Batchelder & Bates and Barber & Darling, for plaintiff.

Dillingham, Huse & Howland and F. C. Archibald, for defendant.

The exception to the ruling of the court, "that the burden of proof to establish by fair balance of testimony that there was a breach of warranty by reason of the answers relied upon as being false having been in fact untrue rests upon the defendant," should be sustained. Wilson v. Insurance Co., 4 R. I. 159; Sweeney v. Insurance Co. (R. I.) 36 Atl. 8; Craig v. Insurance Co., 1 Pet. C. C. 410, Fed. Cas. No. 3.340; Phil. Ins. § 2122; McLoon v. Insurance Co., 100 Mass. 472.

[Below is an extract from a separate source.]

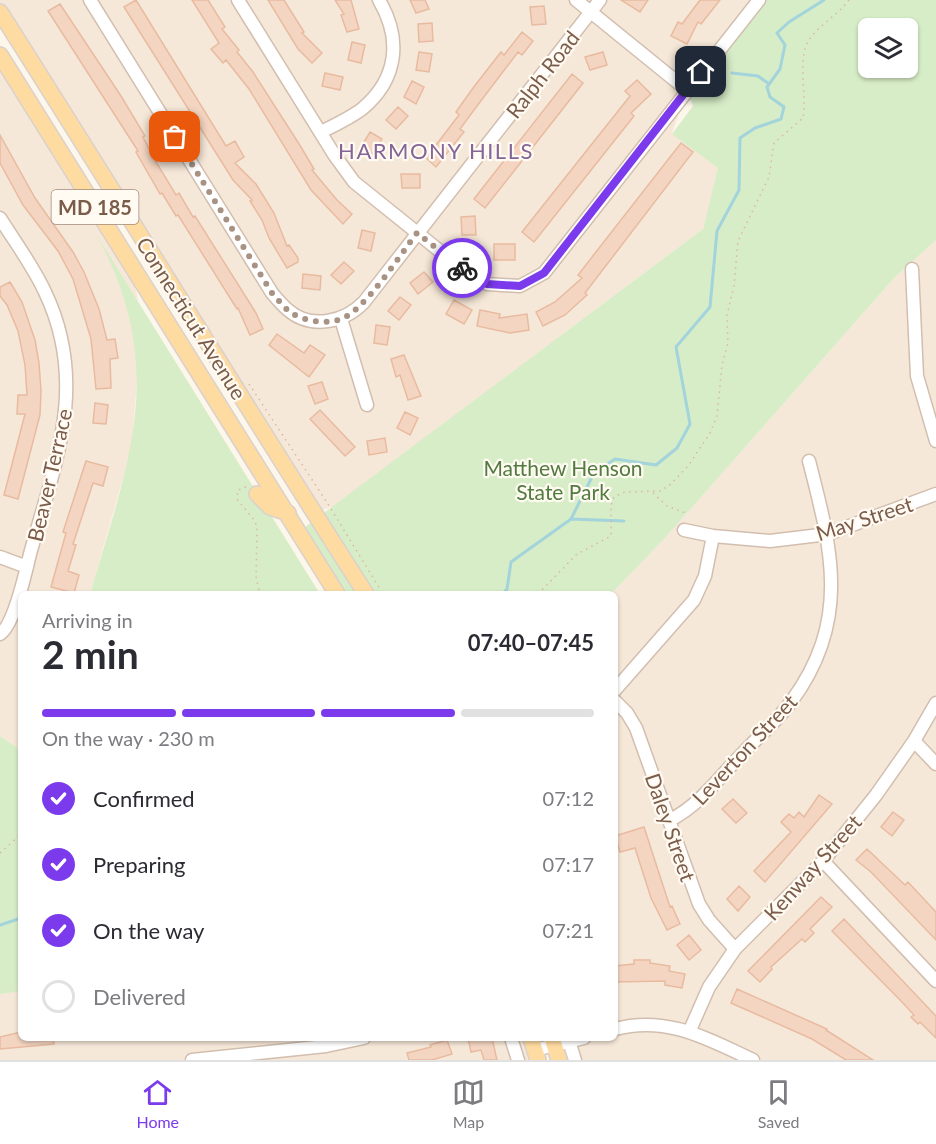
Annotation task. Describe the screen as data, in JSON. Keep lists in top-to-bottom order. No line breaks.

TYLER, J. There was no error in the refusal of the trial court to direct a verdict for the defendant. The testimony of Kenyon and other witnesses called by the plaintiff tended to contradict the testimony of Taylor, and it became a question of fact for the jury whether or not the insured ever sold any liquor while he was employed at the hotel. In answer to questions in the application, the insured stated that he was not then, and never had been, directly or indirectly, engaged in the manufacture or sale of alcoholic beverages. The court instructed the jury that if he was employed in that house generally to do what he was called upon to do from day to day, and as a part of that general employment he sold alcoholic beverages to the guests as they called for them, he was engaged in the sale of alcoholic beverages, within the meaning of the contract; but, on the other hand, if this was no part of his general business or employment, even though he did occasionally, out of his ordinary line of duties, by direction of his employer, or otherwise, furnish the guests with intoxicating liquors, and take pay for them, he was not engaged in such sale, within the meaning of the contract. This instruction was correct. The word "engaged," as used in the application, means "occupied," and does not relate to an occasional act outside of a regular employment, and the obvious purpose of the question was that the defendant might be informed whether or not this was the applicant's occupation. The defendant could have no interest to ascertain whether the applicant, as a servant of the hotel, was occasionally called upon to furnish liquor to a guest.

The defendant charged that the insured obtained the policy of insurance by fraud. Therefore the instruction...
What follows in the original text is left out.